PaliGemma Architecture

PaliGemma is a Vision-Language Model (VLM) composed of three primary architectural components: a SigLIP Vision Encoder, a Language Decoder (Gemma), and a Linear Projector that bridges the two.

The architecture follows a "prefix-LM" approach where visual information is converted into a sequence of tokens that are prepended to the text tokens, allowing the language model to "see" the image before processing the prompt.

Architectural Components

Vision Encoder (SigLIP): Based on the SiglipVisionModel, it processes input images of size $224 \times 224$ (or other configured sizes) and breaks them into patches.
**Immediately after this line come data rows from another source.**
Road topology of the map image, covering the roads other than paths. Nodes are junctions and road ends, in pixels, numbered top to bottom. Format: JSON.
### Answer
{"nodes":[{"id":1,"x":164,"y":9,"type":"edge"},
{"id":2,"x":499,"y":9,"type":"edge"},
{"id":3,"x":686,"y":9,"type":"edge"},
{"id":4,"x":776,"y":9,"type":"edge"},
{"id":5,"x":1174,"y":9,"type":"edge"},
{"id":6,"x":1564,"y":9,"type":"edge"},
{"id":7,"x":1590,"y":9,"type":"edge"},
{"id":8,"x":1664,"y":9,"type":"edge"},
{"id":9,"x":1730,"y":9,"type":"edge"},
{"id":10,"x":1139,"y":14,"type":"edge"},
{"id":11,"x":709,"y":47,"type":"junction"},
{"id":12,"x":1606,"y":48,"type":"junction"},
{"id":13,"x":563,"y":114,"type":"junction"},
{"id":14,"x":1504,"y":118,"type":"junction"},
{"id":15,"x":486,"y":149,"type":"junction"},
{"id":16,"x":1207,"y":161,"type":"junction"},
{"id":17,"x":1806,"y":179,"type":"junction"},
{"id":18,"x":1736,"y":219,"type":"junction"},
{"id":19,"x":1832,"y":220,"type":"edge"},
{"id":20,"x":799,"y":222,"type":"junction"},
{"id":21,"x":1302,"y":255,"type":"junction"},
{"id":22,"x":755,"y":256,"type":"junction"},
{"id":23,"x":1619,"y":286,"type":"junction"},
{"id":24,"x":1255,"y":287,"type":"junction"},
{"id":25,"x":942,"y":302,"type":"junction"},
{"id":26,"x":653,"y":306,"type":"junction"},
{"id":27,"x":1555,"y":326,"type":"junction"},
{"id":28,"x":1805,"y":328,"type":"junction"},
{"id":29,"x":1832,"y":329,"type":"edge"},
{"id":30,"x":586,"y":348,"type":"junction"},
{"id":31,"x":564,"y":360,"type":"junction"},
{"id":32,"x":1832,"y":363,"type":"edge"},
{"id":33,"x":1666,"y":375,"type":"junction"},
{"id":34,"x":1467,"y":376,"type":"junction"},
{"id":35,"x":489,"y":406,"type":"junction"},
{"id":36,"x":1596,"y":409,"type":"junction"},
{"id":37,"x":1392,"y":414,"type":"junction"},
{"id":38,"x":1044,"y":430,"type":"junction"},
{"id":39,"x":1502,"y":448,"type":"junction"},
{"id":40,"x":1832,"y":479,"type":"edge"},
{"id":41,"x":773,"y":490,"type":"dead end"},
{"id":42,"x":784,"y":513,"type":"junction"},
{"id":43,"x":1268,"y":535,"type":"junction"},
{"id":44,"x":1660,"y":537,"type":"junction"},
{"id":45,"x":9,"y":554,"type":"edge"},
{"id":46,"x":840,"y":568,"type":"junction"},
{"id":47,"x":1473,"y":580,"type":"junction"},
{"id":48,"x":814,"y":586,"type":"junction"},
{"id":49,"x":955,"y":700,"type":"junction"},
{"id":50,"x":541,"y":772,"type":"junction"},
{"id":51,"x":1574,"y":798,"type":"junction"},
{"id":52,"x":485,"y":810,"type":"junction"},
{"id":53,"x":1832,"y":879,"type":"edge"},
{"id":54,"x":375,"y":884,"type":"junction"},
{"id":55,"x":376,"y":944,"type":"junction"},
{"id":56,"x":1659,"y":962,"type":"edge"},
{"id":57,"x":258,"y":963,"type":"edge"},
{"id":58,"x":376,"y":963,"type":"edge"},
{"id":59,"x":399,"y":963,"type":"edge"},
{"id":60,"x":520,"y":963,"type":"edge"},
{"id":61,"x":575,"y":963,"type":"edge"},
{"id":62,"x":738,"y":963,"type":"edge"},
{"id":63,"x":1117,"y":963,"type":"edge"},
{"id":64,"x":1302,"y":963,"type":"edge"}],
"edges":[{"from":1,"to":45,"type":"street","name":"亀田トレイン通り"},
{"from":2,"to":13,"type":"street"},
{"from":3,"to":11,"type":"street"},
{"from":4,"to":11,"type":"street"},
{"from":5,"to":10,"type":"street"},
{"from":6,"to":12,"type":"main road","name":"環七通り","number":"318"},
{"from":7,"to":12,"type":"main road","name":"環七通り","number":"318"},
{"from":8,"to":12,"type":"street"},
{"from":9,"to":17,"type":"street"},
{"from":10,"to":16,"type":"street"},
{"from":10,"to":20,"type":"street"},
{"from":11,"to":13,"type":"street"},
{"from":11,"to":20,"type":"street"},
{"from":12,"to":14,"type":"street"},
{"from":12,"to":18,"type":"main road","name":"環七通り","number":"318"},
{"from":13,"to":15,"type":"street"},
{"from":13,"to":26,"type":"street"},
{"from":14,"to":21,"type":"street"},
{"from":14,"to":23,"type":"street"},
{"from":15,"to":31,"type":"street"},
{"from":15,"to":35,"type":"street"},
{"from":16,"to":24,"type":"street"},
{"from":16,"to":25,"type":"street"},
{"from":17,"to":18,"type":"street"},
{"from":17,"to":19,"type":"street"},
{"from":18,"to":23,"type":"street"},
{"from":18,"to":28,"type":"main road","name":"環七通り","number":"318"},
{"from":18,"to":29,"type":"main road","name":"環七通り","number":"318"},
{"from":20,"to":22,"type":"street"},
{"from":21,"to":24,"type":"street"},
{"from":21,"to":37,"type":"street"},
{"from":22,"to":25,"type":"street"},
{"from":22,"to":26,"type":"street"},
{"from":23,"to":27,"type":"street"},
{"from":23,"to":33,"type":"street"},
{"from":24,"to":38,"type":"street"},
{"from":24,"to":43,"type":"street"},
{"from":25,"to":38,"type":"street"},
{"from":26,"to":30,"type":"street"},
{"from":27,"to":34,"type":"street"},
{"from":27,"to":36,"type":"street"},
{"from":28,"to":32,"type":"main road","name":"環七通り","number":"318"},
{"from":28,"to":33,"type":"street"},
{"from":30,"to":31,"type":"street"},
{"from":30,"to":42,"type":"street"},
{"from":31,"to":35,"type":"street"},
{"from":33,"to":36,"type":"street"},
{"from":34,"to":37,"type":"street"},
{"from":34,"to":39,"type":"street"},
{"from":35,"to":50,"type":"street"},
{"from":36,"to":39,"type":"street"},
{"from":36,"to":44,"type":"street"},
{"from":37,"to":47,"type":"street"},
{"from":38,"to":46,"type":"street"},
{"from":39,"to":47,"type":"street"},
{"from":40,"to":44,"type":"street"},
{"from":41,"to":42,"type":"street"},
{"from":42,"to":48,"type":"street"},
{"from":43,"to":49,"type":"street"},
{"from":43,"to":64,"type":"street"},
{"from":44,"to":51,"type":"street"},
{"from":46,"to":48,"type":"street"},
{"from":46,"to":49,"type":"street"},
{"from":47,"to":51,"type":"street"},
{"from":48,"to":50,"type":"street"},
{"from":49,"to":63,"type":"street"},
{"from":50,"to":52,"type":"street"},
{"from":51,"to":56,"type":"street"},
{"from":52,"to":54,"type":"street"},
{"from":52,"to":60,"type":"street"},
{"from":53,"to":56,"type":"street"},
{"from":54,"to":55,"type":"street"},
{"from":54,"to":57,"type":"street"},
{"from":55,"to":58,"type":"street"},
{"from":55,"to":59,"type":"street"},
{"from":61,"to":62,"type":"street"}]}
Each patch is embedded and processed through multiple transformer layers to generate a sequence of visual features.
Linear Projector: A simple but critical layer that maps the output hidden states of the SigLIP encoder (typically a different dimension) to the hidden dimension of the Gemma language model.
Language Decoder (Gemma): A decoder-only transformer (GemmaForCausalLM) that receives the combined sequence of projected image embeddings and text embeddings to generate responses.

Model Configuration

The architecture is controlled via the PaliGemmaConfig, which encapsulates the configurations for both the vision and text modules.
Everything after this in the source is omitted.